Return each line of the records below that contains the word "Avenida".

RECORDS FOR THIS TASK section start

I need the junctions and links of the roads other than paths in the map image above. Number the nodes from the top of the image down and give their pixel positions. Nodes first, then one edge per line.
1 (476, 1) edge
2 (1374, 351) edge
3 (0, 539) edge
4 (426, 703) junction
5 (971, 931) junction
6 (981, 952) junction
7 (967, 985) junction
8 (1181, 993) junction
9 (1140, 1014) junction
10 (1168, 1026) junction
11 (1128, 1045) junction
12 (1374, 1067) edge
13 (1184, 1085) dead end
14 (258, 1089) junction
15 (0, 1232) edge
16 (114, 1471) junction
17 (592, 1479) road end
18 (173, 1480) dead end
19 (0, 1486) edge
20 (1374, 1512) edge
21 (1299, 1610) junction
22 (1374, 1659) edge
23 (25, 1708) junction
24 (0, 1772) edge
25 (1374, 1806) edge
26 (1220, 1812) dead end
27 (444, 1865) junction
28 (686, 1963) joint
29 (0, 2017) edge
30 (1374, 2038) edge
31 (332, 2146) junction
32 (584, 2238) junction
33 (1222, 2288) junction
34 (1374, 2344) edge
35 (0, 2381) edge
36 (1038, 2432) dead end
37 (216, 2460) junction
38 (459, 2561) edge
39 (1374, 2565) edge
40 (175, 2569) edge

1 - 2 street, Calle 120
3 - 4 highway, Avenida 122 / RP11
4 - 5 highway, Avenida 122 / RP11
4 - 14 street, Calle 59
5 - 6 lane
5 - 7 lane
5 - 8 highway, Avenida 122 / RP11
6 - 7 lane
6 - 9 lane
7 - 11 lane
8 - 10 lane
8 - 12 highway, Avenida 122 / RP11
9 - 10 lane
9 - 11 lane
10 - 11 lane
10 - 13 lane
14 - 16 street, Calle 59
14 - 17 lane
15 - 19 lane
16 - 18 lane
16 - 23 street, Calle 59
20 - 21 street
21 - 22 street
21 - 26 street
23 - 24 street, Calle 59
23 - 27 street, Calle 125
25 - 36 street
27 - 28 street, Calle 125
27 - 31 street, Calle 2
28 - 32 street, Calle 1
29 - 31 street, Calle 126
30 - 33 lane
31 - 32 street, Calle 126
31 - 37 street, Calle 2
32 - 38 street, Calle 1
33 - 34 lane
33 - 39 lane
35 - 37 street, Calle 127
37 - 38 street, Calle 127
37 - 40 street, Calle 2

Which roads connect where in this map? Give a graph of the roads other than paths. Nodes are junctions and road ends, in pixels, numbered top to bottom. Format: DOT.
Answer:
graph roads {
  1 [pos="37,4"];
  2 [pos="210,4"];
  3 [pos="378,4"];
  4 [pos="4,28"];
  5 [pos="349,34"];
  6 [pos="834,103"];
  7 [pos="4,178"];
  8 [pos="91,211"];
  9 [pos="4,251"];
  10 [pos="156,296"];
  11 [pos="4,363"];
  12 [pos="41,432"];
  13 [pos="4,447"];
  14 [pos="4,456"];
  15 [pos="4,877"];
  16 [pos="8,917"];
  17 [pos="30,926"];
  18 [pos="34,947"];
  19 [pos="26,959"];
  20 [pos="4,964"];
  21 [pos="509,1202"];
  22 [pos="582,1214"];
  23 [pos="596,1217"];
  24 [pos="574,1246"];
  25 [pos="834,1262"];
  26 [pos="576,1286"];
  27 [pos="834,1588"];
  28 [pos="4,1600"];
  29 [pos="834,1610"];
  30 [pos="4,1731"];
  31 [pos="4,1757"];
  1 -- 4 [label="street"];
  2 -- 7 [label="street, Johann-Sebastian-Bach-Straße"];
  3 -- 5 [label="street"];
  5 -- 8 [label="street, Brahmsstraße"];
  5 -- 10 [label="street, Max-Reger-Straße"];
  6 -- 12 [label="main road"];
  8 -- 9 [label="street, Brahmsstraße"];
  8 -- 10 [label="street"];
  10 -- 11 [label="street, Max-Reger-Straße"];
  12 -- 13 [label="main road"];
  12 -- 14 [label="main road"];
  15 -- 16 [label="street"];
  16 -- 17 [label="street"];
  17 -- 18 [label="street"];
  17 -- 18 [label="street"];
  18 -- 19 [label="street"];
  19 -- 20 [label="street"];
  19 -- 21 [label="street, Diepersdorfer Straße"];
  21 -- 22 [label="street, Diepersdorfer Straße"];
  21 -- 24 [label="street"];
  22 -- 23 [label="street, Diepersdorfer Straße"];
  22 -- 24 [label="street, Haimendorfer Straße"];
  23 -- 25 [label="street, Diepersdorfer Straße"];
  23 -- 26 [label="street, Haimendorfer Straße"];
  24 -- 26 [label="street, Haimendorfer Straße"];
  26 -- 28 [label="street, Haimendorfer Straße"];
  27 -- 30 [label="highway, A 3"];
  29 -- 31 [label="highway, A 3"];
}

RECORDS FOR THIS TASK section end

RESULT OF THE EXERCISE:
3 - 4 highway, Avenida 122 / RP11
4 - 5 highway, Avenida 122 / RP11
5 - 8 highway, Avenida 122 / RP11
8 - 12 highway, Avenida 122 / RP11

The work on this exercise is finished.